The natural size of a replicable solar plant in the western United States is a quarter-township, or 9 square miles.

A solar power plant worthy of replication needs to be a good fit to its circumstances. In the western United States (Texas excepted) one part of those circumstances is the Public Land Survey System (PLSS,) a rectilinear grid to which property lines conform. Surveyed from reference points named for their meridians (e.g. San Bernardino Meridian, Gila and Salt River Meridian) the Public Land Survey System is a grid of six-mile by six-mile squares called townships.

In most of the American West, property lines conform to a national grid of 6 mi x 6 mi townships.

Another pre-existing circumstance for a solar thermal plant is the technology of steam-electric generating equipment. For many decades, electric utilities have preferred to build coal plants with multiple, separately-fired, turbine-generator units that are rated in the range of 600 MW to 1200 MW (see the chart below of the latest advanced high-temperature turbines installed by Siemens.)

Siemens' advanced steam turbines are commonly manufactured in the range of 600 to 1200 MW

New coal plants might operate at 80% capacity factor—i.e., their annual output is equivalent to running full power for 80% of the time—a statistic dependent not only on equipment reliability, but also on steady demand for electricity at a price that exceeds fuel costs. Capacity factors tend to come down in competition with wind turbines and other sources that do not pay for fuel, but a utility would certainly expect a new generating plant, solar or not, to be running full power most of the time. The Gemasolar plant in Spain has demonstrated that a solar plant with thermal storage can achieve a 75% capacity factor.

Taking advantage of an excellent solar climate, California's Ivanpah Solar Electric Generating System Unit #1 achieves a capacity factor of 0.32 without any energy storage at all. It has a rated power of 126 MW from a land area of 3,800,000 square meters or 33 W/m2 of land area. The mirror-area/land ratio for this plant is only 0.21. Upgrading to telescopic heliostats would bring the mirror-area/land ratio to 0.70, boosting the rated power to 33 W/m2 * 0.70/0.21 = 110 W/m2 of land area.
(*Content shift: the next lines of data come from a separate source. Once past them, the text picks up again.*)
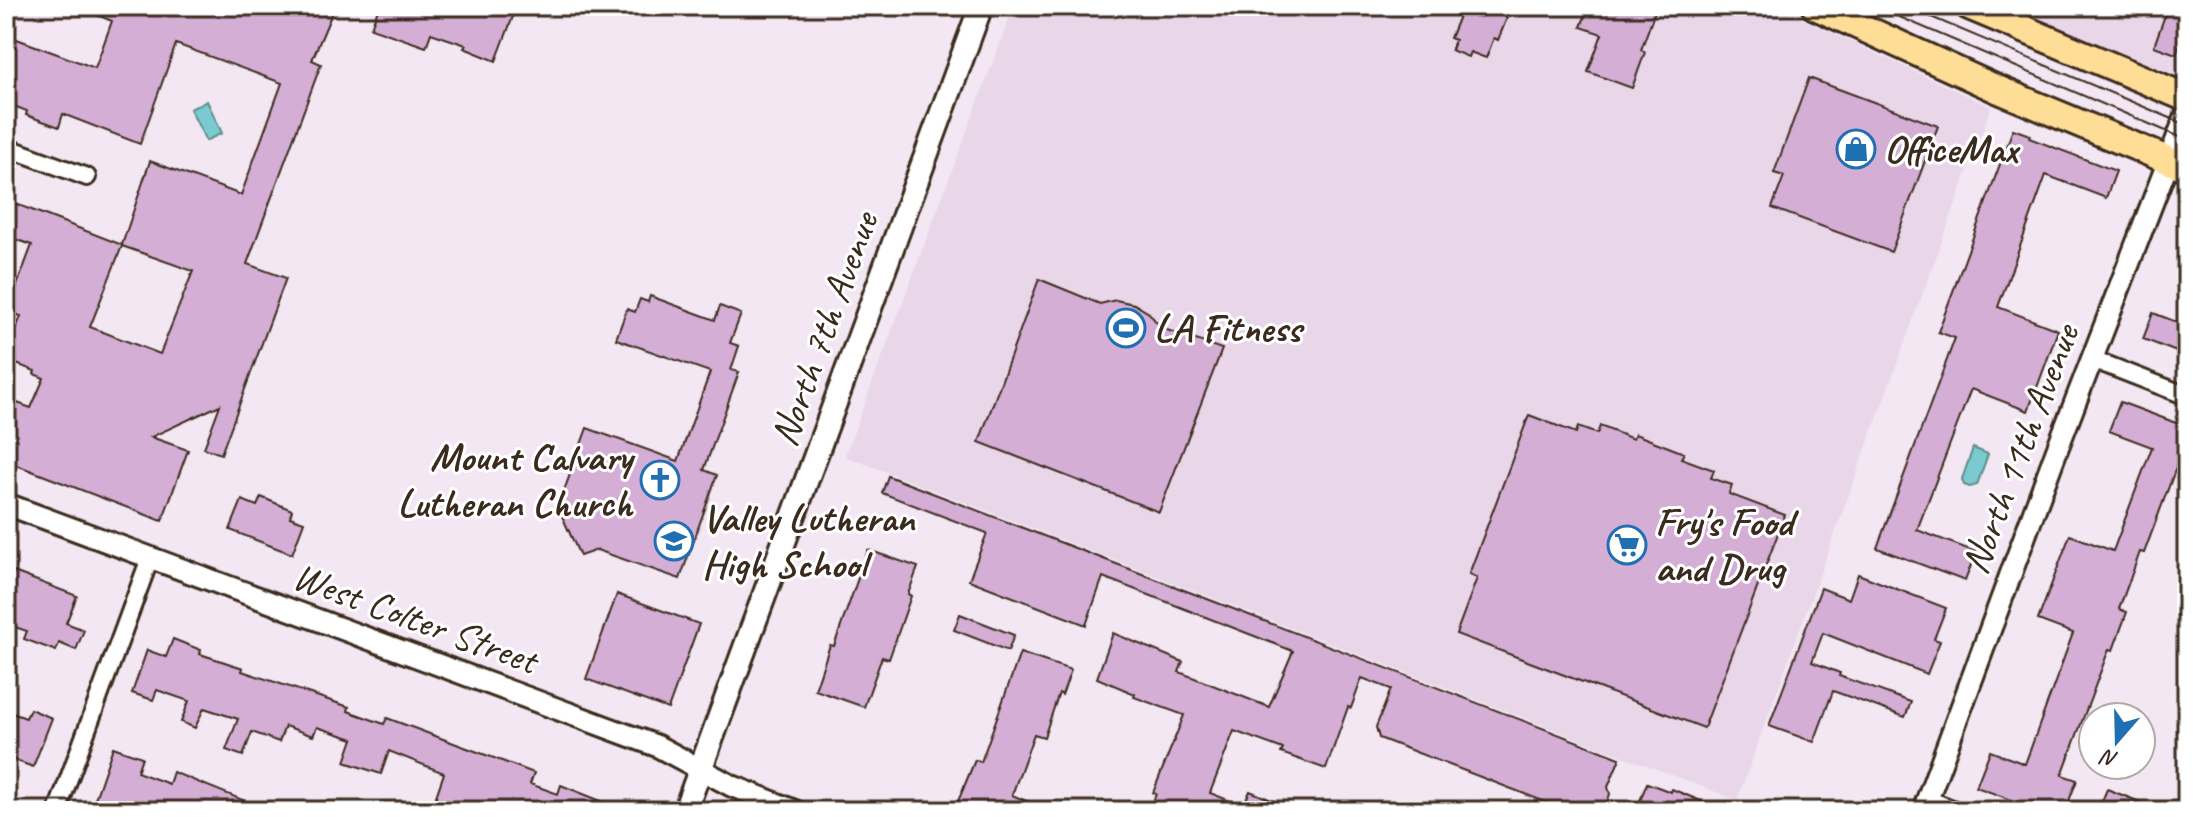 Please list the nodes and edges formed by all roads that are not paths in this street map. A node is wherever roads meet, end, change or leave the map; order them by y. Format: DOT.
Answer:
graph roads {
  1 [pos="981,6"];
  2 [pos="1815,6"];
  3 [pos="1969,6"];
  4 [pos="2187,98"];
  5 [pos="2187,113"];
  6 [pos="6,147"];
  7 [pos="2177,165"];
  8 [pos="87,177"];
  9 [pos="2092,359"];
  10 [pos="2187,396"];
  11 [pos="6,504"];
  12 [pos="150,558"];
  13 [pos="700,769"];
  14 [pos="1925,805"];
  15 [pos="57,811"];
  16 [pos="685,811"];
  17 [pos="795,811"];
  18 [pos="1957,811"];
  1 -- 13 [label="main road, North 7th Avenue"];
  2 -- 7 [label="main road"];
  3 -- 4 [label="main road"];
  5 -- 7 [label="street, North 11th Avenue"];
  6 -- 8 [label="street"];
  7 -- 9 [label="street, North 11th Avenue"];
  9 -- 10 [label="street"];
  9 -- 14 [label="street, North 11th Avenue"];
  11 -- 12 [label="street, West Colter Street"];
  12 -- 13 [label="street, West Colter Street"];
  12 -- 15 [label="street"];
  13 -- 16 [label="main road, North 7th Avenue"];
  13 -- 17 [label="street, West Colter Street"];
  14 -- 18 [label="street"];
} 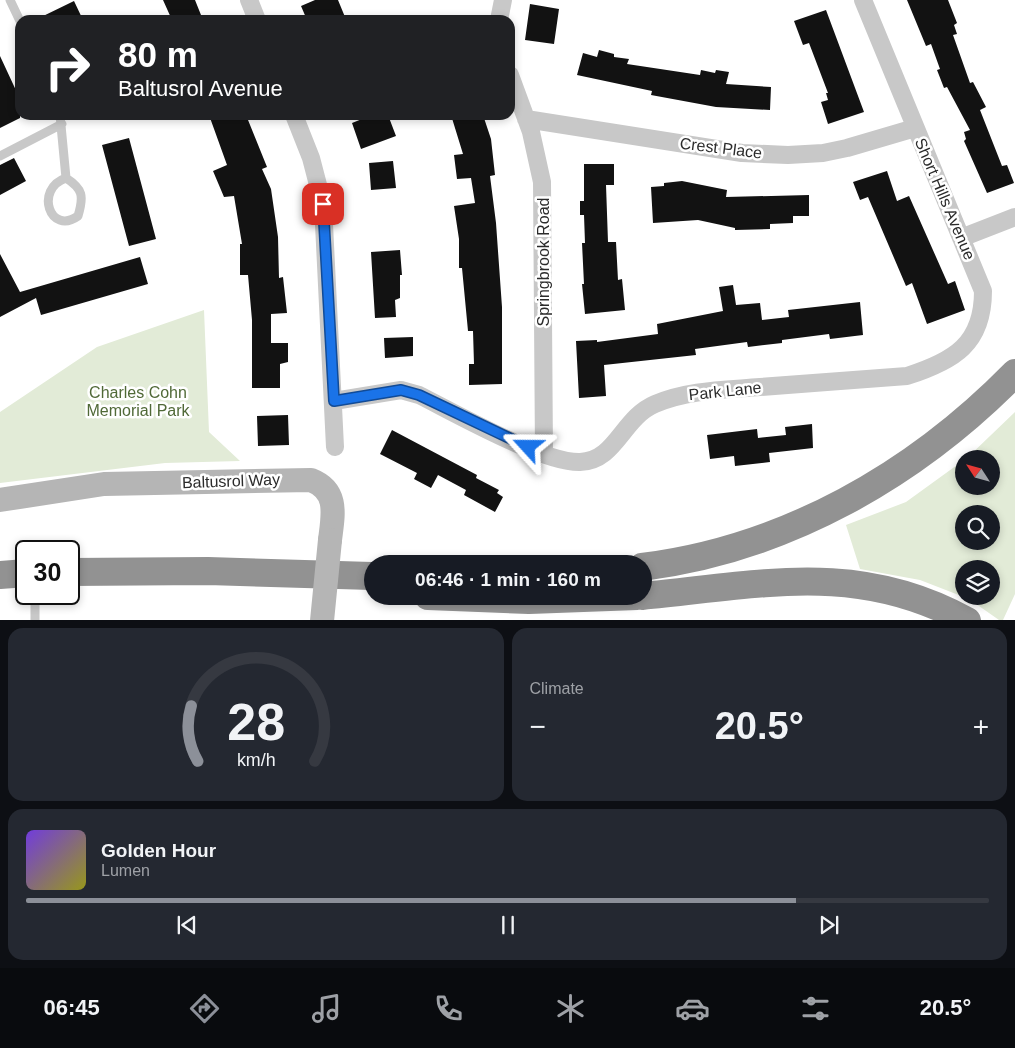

Based on Google imagery, the heliostat field of Ivanpah 1 is very nearly a square, 1995 m on a side, with three corner truncations, giving a heliostat field land area of about 3,800,000 square meters. This unit has 53,527 heliostats each with a mirror area of 15 square meters, giving a total mirror area of 803,000 square meters. The mirror/land ratio is 0.21.

Raising the 0.32 capacity factor of Ivanpah to 0.75 requires some amount of thermal storage (half-a-day, roughly) and a de-rating of the plant to 110 W/m2 * 0.32/0.75 = 47 W/m2 .

A quarter-township plant occupies a square of land 3 miles (4,828 m) on a side, having a land area of 9 square miles or 23,000,000 m2. Therefore, in Ivanpah's excellent solar climate, a quarter-township solar highbeams plant would be rated about 47 W/m2 * 23,000,000 m2 = 1.1 GW at a capacity factor of 75%.

Of course, the precise rating of a quarter-township plant would depend on many details including the quality of the local solar resource, but the size constraint will be the same throughout the West: a quarter-township.

In round metric numbers, a quarter-township solar plant is 5 km x 5 km. The central optics will be about 190 m tall— not that much taller than the 160 m power tower at Crescent Dunes, Nevada, or the 169 m (all-masonry) Washington Monument.